October 13, 2021
Last week in Parashat Noach, we learned that Noah was righteous, a Tzaddik, and that he walked with God. This week, we are introduced to Abraham, who walked before God, and has the distinction of being the “first Jew, the father of Judaism.”
In her Bat Mitzvah Drasha this past Shabbat, Akiva Barry explained that Noah was not as righteous as he seemed, because while he had a connection with God, received God’s divine message, and carried out the mission to build the Ark, Noah did not question God’s plan to destroy the world by way of the Great Flood.
On the other hand, when confronted with a similar situation, Abraham questions God’s decision to destroy the cities of Sodom and Gomorrah. Abraham pushes back, arguing on behalf of the innocent. In the end, Abraham is able to convince God to alter the destructive plan. Noah walked with God, accepting God’s will. Abraham walked before God, suggesting that Abraham was able to reason with God and influence divine decision making.
Should we aspire to be like Noah? Or like Abraham? Is it more important to accept what is or to push back on something that feels harmful, destructive, unfair? Or, is there a way to incorporate both ways of being?
Perhaps Torah’s lesson is one of discernment--understanding the whole situation and responding as Noah or Abraham, as needed.

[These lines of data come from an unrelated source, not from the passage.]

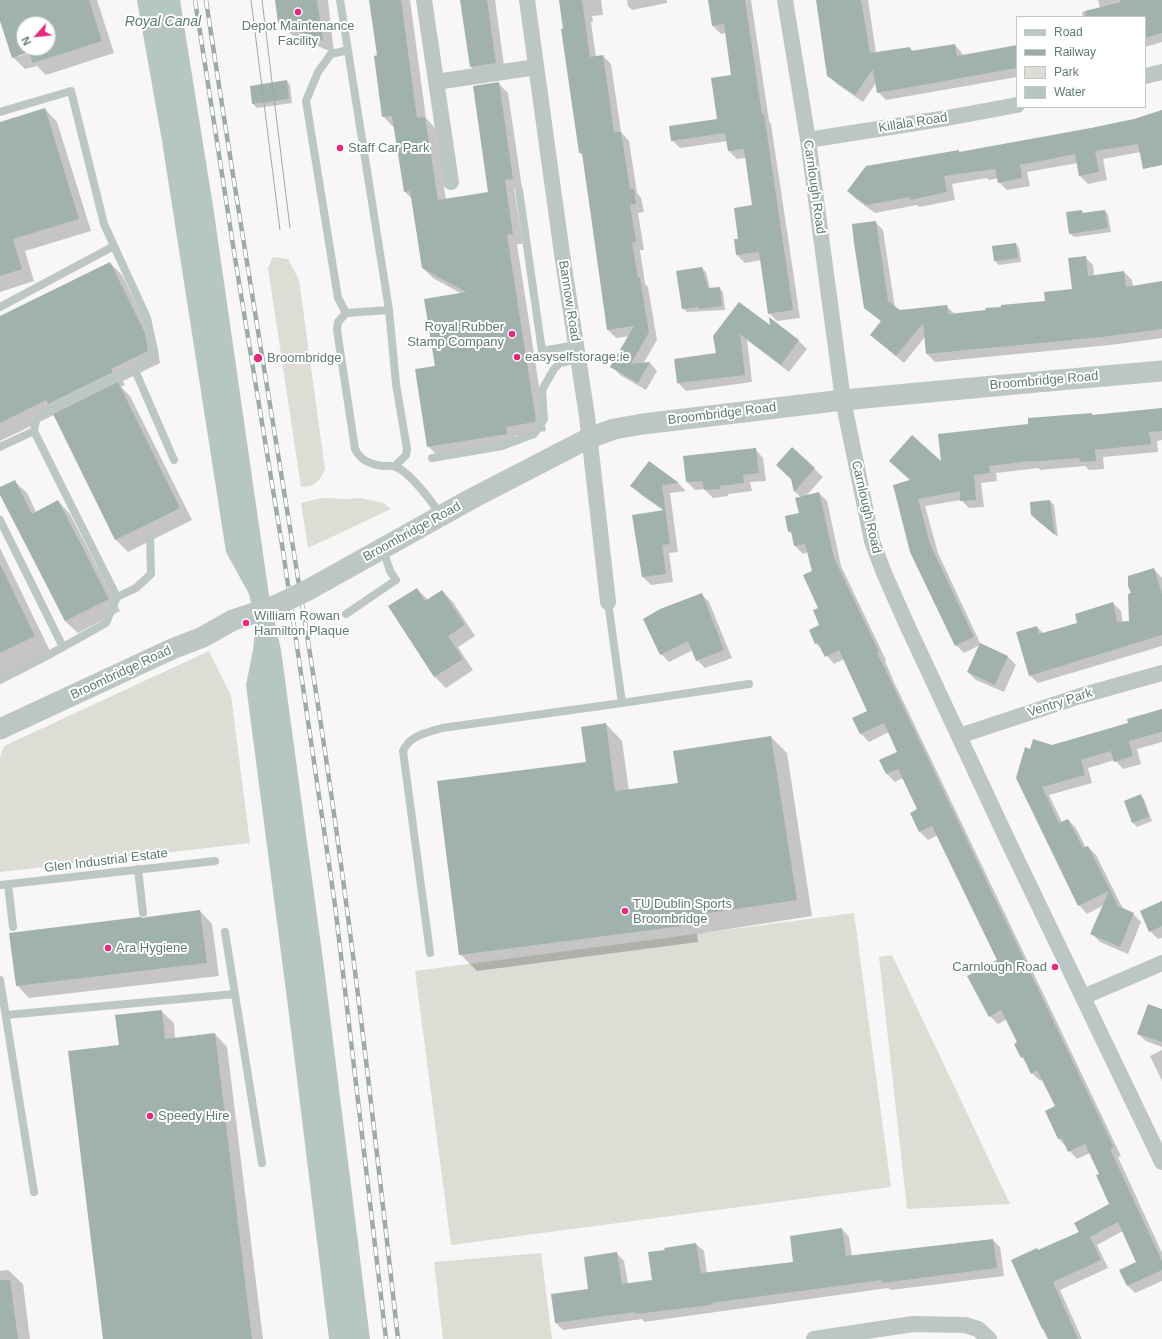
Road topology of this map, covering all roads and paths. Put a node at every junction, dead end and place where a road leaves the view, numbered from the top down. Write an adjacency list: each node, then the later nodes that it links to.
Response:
1 (340, 0): 5 (lane)
2 (424, 0): 9 (street)
3 (527, 0): 6 (street, Bannow Road)
4 (785, 0): 12 (street, Carnlough Road)
5 (348, 50): 17 (lane); 18 (lane)
6 (536, 68): 9 (street); 19 (street, Bannow Road)
7 (1162, 72): 8 (street)
8 (1146, 76)
9 (436, 82): 13 (street)
10 (1016, 105): 12 (street, Killala Road)
11 (0, 112): 15 (lane)
12 (808, 140): 22 (street, Carnlough Road)
13 (451, 182)
14 (519, 190): 19 (lane)
15 (114, 246): 16 (lane); 20 (lane)
16 (0, 307)
17 (389, 310): 18 (lane); 28 (lane)
18 (346, 313): 28 (lane)
19 (577, 352): 24 (street, Bannow Road); 26 (lane)
20 (134, 368): 23 (lane); 27 (lane)
21 (1162, 372): 22 (street, Broombridge Road)
22 (843, 400): 24 (street, Broombridge Road); 42 (street, Carnlough Road)
23 (34, 431): 25 (lane); 33 (lane)
24 (590, 438): 29 (street, Broombridge Road); 34 (street, Bannow Road)
25 (0, 447)
26 (432, 458)
27 (174, 460)
28 (395, 466): 29 (lane)
29 (441, 515): 32 (street, Broombridge Road)
30 (0, 520): 36 (lane)
31 (150, 537): 33 (lane)
32 (383, 548): 35 (lane); 41 (street, Broombridge Road, bridge)
33 (117, 597): 36 (lane)
34 (608, 602): 40 (lane)
35 (346, 614)
36 (63, 648): 38 (lane)
37 (1162, 673): 42 (street, Ventry Park)
38 (0, 680)
39 (749, 684): 40 (lane)
40 (622, 703): 49 (lane)
41 (0, 729)
42 (959, 736): 53 (street, Carnlough Road)
43 (215, 861): 44 (lane, Glen Industrial Estate)
44 (138, 869): 45 (lane, Glen Industrial Estate); 46 (lane)
45 (4, 885): 47 (lane)
46 (143, 913)
47 (13, 928)
48 (225, 932): 52 (lane)
49 (430, 953)
50 (1162, 963): 53 (street)
51 (0, 982): 54 (lane)
52 (235, 994): 54 (lane); 56 (lane)
53 (1083, 997): 55 (street, Carnlough Road)
54 (6, 1015): 57 (lane)
55 (1162, 1162)
56 (262, 1163)
57 (34, 1192)
58 (814, 1339): 59 (street)
59 (989, 1339)

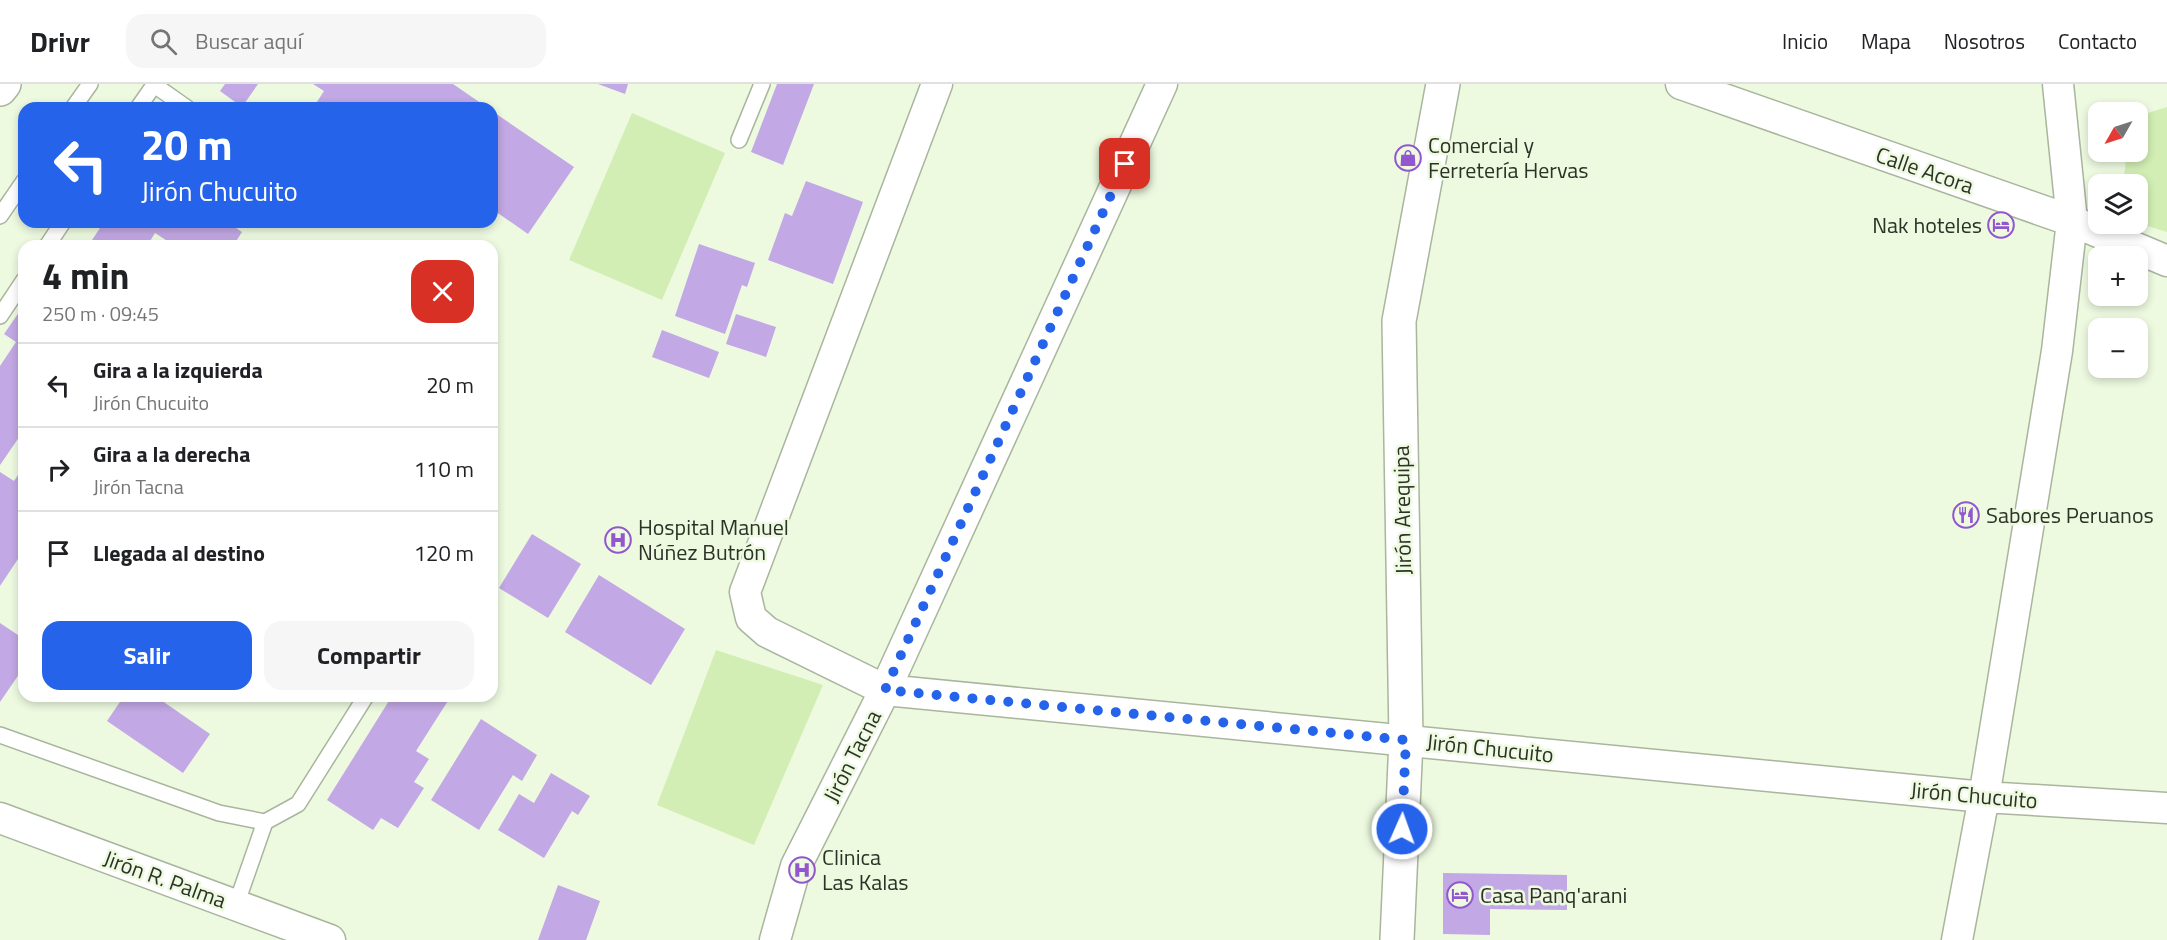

May we know the way of Noah AND the way of Abraham, calling on their divine attributes, as each situation demands. May we know what it means to walk with God, aligning ourselves with the divine call to bring God’s will into the world. Similarly, may we know what it means to walk before God, aligning ourselves with the holy chutzpah to question, to challenge, to stand up for others. But of the utmost importance, may we be comfortable dancing with God, knowing when to change our gait.